What exactly would I learn from doing it? That it works? I can see that.
I don’t need to do it. I don’t need to fry an egg in a saucepan to see that
it can be done; the fact that I’ve never done it doesn’t invalidate my
opinion that by and large frying eggs is best done in frying pans, and
that I will continue to use saucepans for heating up sauces.

Followups set to comp.lang.mysql. This is off-topic in this group, and

A) it’s in both groups and B) it’s a scripting decision, it’s not a
mysql-specific discussion.

Anyway, you can continue to discuss it in comp.lang.mysql, I’ll carry on
in comp.lang.php, we can both be happy.


"Checking identity papers is a complete waste of time. If anyone can
be counted on to have valid papers, it will be the terrorists".

A(Answer):

Mary Pegg wrote:

Peter Chant wrote:

>photo_id=123456 lives at /data_dir/1/2/3/4/5/small.jpg.

Stick it in /data_dir/123456/small.jpg.

Yes, that does seem rather obvious. There was probably some reason why I
coded it the way I did. I think I was trying to avoid having one directory
with potentially thousands of sub-directories. Of course, with the scheme
I used there are still thousands of sub-directories in the tree created!

Pete


http://www.petezilla.co.uk

A(Answer):

Peter Chant wrote:

Mary Pegg wrote:

>Peter Chant wrote:

>>photo_id=123456 lives at /data_dir/1/2/3/4/5/small.jpg.

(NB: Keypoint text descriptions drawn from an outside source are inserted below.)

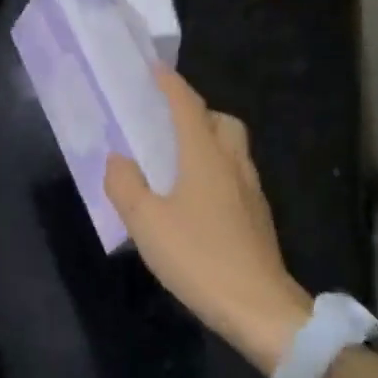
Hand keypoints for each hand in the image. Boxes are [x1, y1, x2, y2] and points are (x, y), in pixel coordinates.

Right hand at [104, 70, 311, 374]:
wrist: (260, 309)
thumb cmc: (199, 257)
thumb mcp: (146, 223)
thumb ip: (126, 185)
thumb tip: (117, 159)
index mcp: (205, 156)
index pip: (188, 106)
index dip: (170, 84)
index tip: (155, 68)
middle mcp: (232, 164)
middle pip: (222, 121)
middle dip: (197, 112)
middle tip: (168, 123)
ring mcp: (251, 191)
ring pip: (232, 148)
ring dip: (209, 141)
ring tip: (177, 160)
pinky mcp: (258, 217)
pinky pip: (235, 175)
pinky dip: (216, 170)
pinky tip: (196, 198)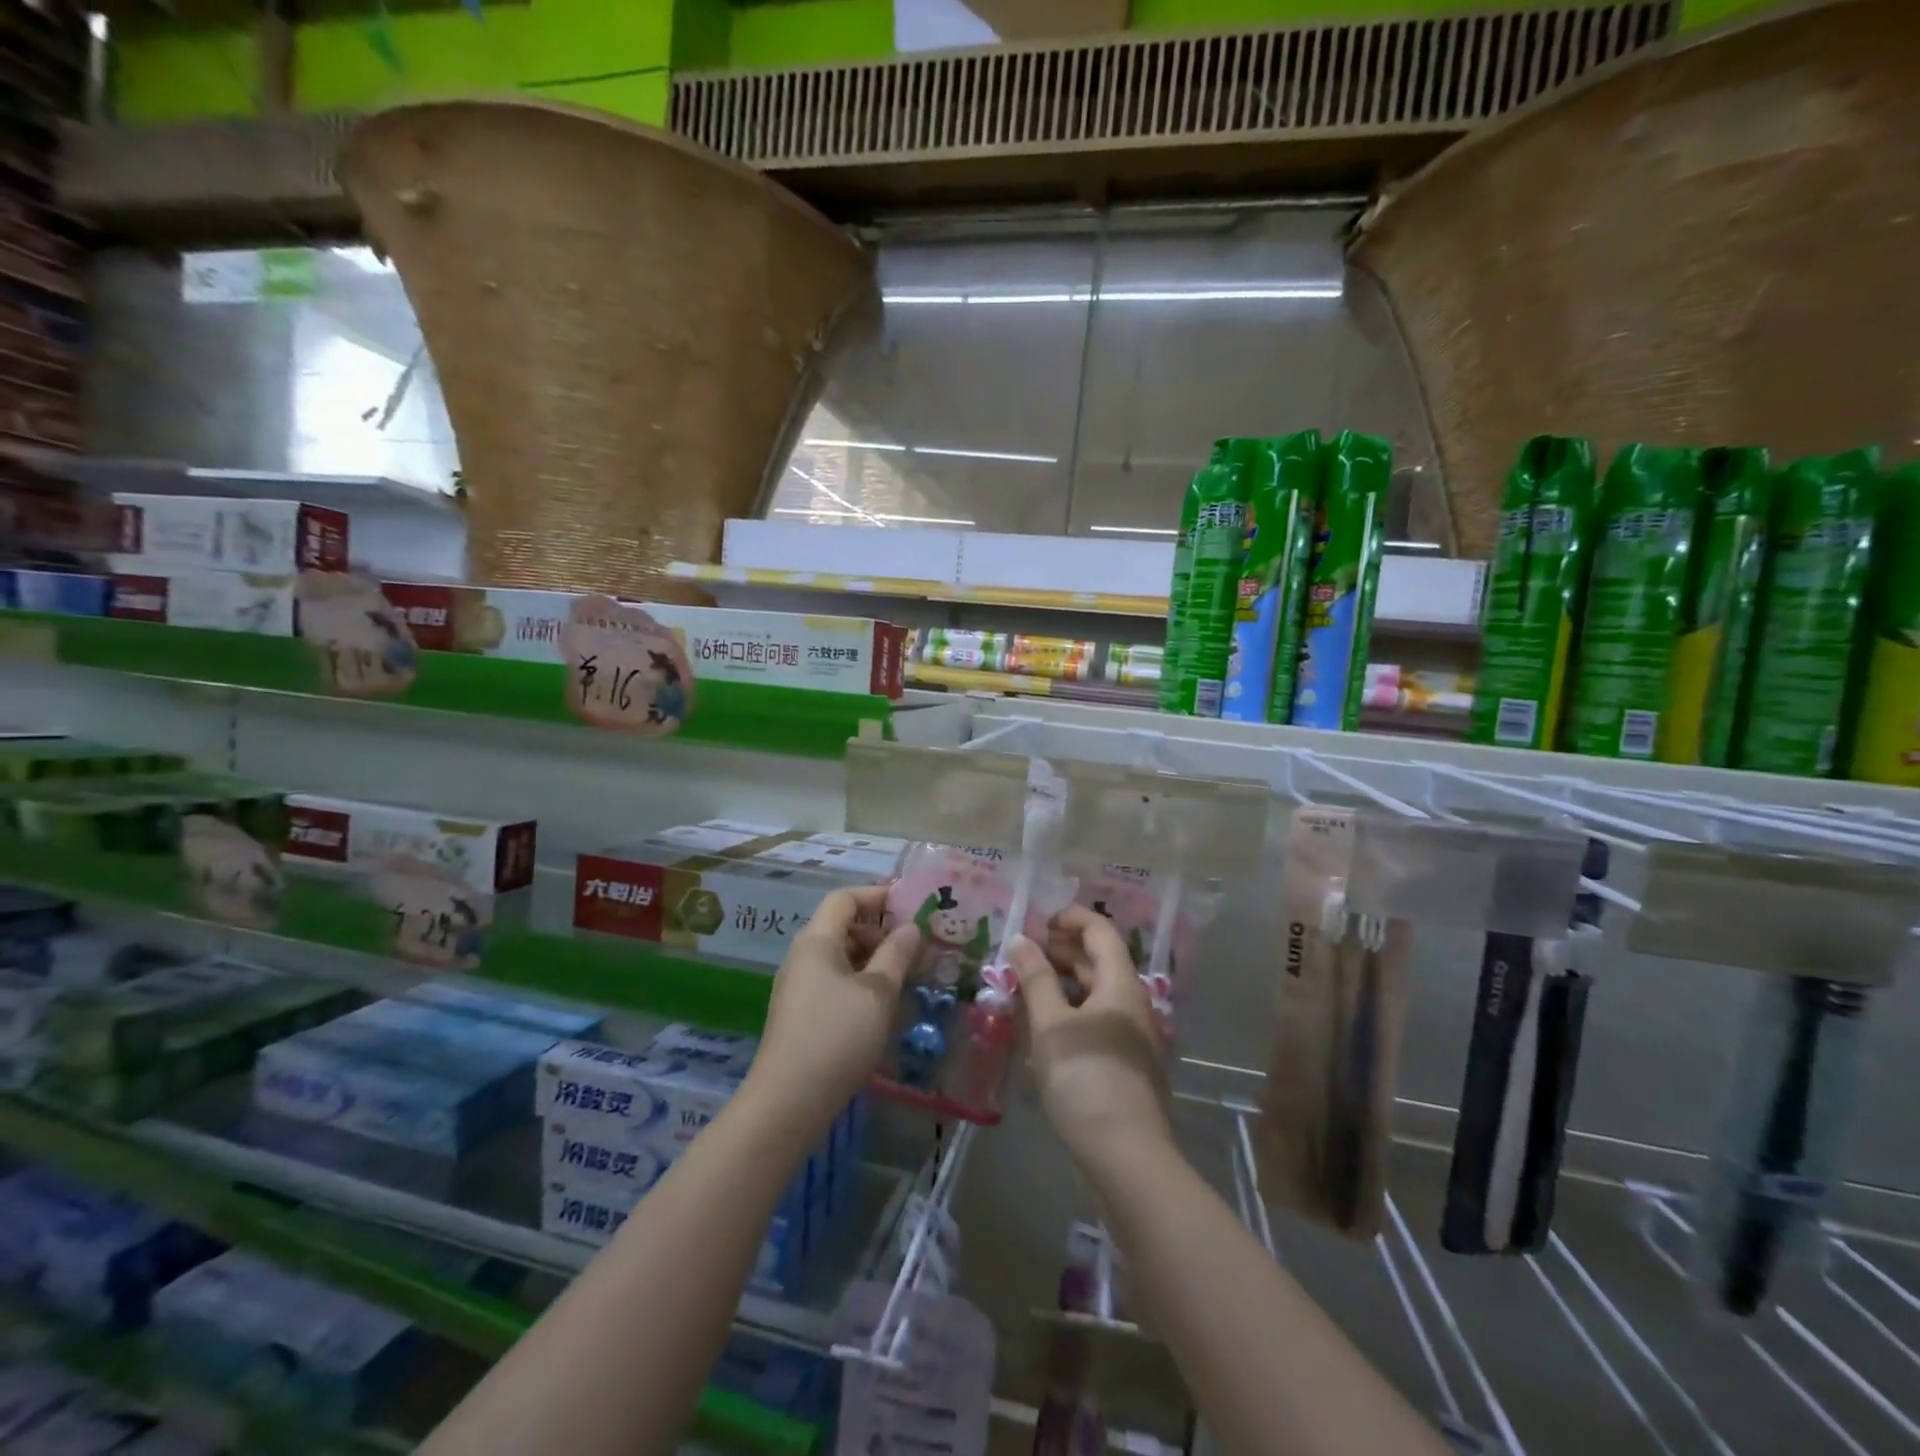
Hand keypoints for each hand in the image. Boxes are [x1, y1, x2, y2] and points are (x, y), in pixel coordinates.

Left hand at [746, 885, 918, 1137]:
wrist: (788, 1102)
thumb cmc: (837, 1036)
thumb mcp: (877, 993)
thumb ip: (896, 955)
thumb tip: (910, 927)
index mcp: (817, 941)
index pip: (845, 898)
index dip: (877, 895)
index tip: (910, 904)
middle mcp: (802, 956)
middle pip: (841, 925)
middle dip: (879, 929)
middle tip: (914, 945)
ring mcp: (798, 986)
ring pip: (839, 955)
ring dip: (872, 958)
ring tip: (904, 975)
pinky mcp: (800, 1012)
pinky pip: (833, 980)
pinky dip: (859, 980)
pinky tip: (881, 1003)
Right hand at [1010, 904, 1171, 1173]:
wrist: (1127, 1156)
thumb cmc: (1085, 1078)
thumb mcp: (1051, 1025)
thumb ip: (1035, 978)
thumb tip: (1021, 939)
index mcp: (1121, 984)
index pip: (1100, 931)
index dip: (1071, 918)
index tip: (1038, 921)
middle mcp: (1132, 1003)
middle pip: (1100, 961)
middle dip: (1063, 950)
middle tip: (1024, 954)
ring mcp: (1132, 1036)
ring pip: (1097, 993)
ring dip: (1064, 982)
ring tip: (1027, 987)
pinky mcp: (1126, 1064)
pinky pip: (1097, 1020)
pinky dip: (1071, 1011)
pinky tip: (1045, 1029)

Stick it in /data_dir/123456/small.jpg.

Yes, that does seem rather obvious. There was probably some reason why I
coded it the way I did. I think I was trying to avoid having one
directory with potentially thousands of sub-directories.

All depends on the scale, I guess.


"Checking identity papers is a complete waste of time. If anyone can
be counted on to have valid papers, it will be the terrorists".